All the ‘belts and welts of childhood’ (Samuel Beckett) do not come close to the agony of betrayed trust. ‘Cool adults’ are a child’s worst enemy. Better the aloof parents and austere nannies of the Victorian era; at least kids knew what they were up against. Shane


Now, for the ‘weirder’ part! My daughter is away for the weekend. I happen to go into her empty bedroom to retrieve some inconsequential trinket, when I notice her menagerie, lined up on her bed against a wall. (She varies the order each night so that no one’s feelings get hurt. She confesses no favorites; she seeks to love all her children the same.)


When I catch sight of her loved ones, I am overcome by her presence. I feel her through them. She has invested them with a ‘portion’ of her own spirit. Are these ‘stuffies’ now more alive for me than many members of my own species? Indeed! Would I run into a burning building to rescue them? Perhaps.

We have turned epistemology upside down. We imagine that we begin with raw experience, that we fashion that experience into a mappa mundi, that we formulate hypotheses based on that map, conduct experiments and ‘draw conclusions on the wall’ (Dylan). We don’t.



We begin with conclusions we had no hand in drawing. They were handed to us by our parents, our teachers, our peers, and of course, the omnipresent media. We view all experience through the prism of those conclusions. In the process, we interpose various patterns (e.g., science, reason) to help us get from preconceived Omega back to freshly discovered Alpha.


Have you read Through the Looking Glass recently? A man is in prison, soon he will be sentenced; after the sentence comes the verdict and after the verdict, a trial; last of all, the crime itself. And what if there is no crime after all? Well, so much the better; the system works! 

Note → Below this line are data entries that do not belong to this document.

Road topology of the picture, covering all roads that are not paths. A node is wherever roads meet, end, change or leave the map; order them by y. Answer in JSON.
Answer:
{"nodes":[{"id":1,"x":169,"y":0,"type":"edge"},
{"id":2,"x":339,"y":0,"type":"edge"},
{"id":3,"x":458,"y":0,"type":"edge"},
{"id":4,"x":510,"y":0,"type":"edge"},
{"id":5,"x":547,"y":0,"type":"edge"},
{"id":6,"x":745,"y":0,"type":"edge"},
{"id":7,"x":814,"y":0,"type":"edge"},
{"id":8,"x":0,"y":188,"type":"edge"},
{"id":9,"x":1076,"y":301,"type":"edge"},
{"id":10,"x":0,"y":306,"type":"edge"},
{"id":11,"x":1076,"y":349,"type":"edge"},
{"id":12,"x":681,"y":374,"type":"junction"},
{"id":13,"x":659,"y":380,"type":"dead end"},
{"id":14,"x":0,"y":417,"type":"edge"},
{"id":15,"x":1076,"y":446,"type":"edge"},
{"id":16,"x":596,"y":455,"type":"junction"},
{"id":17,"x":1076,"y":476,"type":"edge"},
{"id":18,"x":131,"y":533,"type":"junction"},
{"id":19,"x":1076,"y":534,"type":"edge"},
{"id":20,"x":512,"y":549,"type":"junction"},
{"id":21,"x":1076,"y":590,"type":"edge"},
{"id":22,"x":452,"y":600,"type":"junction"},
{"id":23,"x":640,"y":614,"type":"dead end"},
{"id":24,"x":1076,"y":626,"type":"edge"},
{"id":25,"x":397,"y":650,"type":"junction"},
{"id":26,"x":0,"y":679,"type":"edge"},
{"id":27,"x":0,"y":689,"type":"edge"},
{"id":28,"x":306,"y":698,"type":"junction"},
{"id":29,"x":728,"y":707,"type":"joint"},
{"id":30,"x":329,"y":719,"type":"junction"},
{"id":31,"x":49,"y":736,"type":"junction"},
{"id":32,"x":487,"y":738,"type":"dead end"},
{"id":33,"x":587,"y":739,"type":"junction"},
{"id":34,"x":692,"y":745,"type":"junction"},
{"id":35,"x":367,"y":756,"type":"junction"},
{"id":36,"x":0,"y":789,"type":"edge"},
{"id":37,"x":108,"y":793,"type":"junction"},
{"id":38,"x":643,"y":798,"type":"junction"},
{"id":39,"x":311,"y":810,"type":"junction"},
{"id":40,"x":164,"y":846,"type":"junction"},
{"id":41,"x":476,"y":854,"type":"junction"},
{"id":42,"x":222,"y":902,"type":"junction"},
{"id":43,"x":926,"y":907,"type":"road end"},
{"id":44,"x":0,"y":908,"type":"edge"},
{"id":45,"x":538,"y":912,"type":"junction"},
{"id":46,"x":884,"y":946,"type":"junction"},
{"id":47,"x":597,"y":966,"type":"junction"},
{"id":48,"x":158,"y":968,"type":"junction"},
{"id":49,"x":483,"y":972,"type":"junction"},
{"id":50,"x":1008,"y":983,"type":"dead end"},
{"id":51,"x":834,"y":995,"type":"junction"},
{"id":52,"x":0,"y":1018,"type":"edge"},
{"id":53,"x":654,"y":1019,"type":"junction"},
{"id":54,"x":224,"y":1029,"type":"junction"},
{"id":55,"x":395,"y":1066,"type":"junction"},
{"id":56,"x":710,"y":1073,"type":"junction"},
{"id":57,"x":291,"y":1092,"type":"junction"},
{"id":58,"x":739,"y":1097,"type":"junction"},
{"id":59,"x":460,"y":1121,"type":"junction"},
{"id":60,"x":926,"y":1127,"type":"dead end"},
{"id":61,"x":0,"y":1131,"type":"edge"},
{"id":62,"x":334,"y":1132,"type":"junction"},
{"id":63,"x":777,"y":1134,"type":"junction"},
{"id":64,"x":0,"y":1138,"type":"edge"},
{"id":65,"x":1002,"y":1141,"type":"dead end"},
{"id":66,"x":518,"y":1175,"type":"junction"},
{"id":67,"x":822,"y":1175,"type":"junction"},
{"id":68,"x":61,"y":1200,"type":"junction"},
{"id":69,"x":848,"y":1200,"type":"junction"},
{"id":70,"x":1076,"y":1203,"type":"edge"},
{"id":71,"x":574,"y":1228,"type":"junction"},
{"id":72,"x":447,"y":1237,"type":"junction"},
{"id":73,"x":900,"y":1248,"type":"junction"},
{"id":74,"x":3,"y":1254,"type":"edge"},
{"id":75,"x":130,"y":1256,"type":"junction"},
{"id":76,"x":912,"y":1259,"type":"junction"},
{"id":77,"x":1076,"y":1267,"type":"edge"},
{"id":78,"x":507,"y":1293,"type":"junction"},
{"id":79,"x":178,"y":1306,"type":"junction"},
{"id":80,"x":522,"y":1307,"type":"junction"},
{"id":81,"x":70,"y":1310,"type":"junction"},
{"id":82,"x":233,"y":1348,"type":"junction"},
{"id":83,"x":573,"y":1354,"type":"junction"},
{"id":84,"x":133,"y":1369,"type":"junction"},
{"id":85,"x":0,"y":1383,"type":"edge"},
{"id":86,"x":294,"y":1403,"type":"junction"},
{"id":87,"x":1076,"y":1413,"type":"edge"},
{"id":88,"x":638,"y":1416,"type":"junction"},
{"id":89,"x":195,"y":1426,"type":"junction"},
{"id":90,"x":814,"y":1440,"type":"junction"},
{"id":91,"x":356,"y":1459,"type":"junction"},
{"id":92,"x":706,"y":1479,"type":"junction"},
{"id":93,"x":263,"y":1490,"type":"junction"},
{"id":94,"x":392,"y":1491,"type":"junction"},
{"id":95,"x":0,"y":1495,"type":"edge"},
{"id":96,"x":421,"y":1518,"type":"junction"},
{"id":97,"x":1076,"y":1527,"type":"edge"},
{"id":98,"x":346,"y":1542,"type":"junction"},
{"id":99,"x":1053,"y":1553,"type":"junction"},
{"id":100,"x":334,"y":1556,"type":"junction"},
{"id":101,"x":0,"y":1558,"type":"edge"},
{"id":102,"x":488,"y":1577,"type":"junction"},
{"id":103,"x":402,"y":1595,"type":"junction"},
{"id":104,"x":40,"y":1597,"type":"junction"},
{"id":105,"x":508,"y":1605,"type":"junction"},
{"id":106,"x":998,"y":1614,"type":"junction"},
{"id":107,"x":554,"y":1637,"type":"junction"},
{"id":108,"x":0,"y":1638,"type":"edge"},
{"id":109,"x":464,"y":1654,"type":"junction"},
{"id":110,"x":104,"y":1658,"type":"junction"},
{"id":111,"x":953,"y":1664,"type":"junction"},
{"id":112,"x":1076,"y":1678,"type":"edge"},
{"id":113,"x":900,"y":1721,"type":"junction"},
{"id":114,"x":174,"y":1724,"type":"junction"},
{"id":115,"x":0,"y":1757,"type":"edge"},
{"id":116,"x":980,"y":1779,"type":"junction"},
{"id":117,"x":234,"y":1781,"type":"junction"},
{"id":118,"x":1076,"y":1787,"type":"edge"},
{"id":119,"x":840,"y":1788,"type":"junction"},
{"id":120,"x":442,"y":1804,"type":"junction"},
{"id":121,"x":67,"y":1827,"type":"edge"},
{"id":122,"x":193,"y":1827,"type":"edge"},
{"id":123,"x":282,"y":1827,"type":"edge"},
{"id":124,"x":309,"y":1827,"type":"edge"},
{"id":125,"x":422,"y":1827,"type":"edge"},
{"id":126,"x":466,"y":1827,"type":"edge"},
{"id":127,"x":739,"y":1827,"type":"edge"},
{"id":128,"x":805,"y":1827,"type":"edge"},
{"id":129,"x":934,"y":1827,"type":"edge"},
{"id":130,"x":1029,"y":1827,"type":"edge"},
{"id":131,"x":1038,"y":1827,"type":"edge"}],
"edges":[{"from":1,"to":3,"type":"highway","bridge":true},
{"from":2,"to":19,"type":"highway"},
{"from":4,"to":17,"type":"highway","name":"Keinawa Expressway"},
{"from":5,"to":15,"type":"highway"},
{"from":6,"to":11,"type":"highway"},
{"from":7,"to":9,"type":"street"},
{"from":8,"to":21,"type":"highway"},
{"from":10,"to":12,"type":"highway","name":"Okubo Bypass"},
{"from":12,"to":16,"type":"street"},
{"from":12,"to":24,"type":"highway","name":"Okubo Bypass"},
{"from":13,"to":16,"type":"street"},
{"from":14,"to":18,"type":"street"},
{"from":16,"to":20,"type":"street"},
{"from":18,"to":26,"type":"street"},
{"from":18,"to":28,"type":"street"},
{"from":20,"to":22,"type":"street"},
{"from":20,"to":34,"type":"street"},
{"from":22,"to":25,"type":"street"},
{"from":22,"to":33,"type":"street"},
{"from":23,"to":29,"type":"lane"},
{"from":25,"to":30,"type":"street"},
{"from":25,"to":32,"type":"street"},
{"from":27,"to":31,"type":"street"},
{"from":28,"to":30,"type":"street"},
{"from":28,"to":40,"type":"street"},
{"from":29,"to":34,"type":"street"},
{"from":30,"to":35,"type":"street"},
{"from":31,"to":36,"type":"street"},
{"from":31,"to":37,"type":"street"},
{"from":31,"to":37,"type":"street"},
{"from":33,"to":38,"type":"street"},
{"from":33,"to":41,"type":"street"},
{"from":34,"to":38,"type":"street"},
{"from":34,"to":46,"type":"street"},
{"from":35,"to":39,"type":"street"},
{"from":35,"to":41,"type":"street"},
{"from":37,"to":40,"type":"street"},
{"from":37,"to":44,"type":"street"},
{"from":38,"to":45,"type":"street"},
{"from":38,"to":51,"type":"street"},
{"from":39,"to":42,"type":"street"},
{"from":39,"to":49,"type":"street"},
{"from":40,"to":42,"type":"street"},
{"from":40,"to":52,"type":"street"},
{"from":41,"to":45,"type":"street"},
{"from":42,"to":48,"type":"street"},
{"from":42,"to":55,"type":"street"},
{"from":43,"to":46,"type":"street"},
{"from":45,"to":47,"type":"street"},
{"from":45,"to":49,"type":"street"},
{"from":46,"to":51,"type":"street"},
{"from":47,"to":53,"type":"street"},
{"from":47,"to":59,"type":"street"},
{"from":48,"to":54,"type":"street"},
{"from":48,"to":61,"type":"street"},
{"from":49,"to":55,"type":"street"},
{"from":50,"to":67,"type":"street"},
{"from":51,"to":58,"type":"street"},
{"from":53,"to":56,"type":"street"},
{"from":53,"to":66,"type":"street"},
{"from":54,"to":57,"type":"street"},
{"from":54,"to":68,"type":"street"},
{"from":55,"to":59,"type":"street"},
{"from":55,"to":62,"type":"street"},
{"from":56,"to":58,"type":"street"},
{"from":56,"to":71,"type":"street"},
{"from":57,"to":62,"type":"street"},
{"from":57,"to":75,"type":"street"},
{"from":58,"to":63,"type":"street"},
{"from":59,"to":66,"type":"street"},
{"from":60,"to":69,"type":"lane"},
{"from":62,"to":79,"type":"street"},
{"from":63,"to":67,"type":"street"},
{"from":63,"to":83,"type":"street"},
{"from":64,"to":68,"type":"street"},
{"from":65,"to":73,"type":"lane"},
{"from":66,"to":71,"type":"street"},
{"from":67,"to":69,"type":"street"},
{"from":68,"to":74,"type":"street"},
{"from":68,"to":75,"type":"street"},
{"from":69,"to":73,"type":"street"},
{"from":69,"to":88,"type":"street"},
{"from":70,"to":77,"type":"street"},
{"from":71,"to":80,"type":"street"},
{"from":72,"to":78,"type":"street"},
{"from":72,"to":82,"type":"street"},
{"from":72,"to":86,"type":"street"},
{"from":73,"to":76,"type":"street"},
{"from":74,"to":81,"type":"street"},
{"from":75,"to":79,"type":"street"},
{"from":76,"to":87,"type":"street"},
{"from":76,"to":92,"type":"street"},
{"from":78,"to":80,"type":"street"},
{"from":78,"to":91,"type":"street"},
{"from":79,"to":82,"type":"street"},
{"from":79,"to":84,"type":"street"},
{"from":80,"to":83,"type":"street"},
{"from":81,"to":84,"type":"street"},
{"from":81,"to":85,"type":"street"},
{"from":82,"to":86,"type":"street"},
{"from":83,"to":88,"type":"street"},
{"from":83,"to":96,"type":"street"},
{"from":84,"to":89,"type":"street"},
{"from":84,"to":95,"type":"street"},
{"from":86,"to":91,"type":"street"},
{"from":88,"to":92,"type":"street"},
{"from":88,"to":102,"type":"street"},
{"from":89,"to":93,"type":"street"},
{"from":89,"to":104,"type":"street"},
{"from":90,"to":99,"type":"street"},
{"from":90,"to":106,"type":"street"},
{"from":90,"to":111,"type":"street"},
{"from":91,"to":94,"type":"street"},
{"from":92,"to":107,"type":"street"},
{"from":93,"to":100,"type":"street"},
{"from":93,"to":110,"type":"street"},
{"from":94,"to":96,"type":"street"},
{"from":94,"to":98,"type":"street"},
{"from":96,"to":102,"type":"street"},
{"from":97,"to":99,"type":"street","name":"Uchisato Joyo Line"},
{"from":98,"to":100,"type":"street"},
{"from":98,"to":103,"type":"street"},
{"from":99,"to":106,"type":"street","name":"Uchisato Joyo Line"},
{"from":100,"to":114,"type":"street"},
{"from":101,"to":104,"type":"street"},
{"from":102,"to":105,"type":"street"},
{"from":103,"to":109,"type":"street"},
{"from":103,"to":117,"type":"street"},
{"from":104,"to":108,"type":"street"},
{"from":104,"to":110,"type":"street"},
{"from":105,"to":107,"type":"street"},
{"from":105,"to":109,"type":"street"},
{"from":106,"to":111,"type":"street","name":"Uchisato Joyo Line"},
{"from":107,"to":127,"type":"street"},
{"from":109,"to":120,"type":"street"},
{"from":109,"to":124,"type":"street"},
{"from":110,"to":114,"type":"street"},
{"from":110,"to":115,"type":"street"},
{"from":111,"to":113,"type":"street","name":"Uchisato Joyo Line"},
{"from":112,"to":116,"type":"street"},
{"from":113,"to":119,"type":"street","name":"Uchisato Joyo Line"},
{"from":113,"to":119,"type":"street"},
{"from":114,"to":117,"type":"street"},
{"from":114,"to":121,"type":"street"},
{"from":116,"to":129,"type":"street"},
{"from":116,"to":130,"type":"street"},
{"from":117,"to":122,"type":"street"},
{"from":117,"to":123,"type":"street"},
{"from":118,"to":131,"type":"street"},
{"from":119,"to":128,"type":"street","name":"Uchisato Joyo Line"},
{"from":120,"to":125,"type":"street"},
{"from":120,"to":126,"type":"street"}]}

Sidebar: In the ‘60s I worked with tween boys, a few of whom confessed to receiving an occasional ‘warning beating’ to ensure the best behavior at some upcoming event. According to them, “It works!” and none seemed particularly bothered by the injustice of it. 


Have you ever tried to assemble furniture from IKEA? When you’re done, you’re inevitably left with a jumble of unused pieces. What to do with them? Throw them out, of course! Likewise, the process of supporting preconceived conclusions with actual experience leaves a pile of events, unaccounted for and ready for discard. 


Like any good DIYer, we consign this remnant toontological hell, the domain of the random, the particular, the magical or the miraculous, depending on your bent of mind. What we need is a good course in finished carpentry. To heck with IKEA, we need to learn to build our own furniture. To do that, we need to ignore pre-packaged solutions and respect the raw data of our own experience, even if it leads to us seeing God in a Teddy Bear.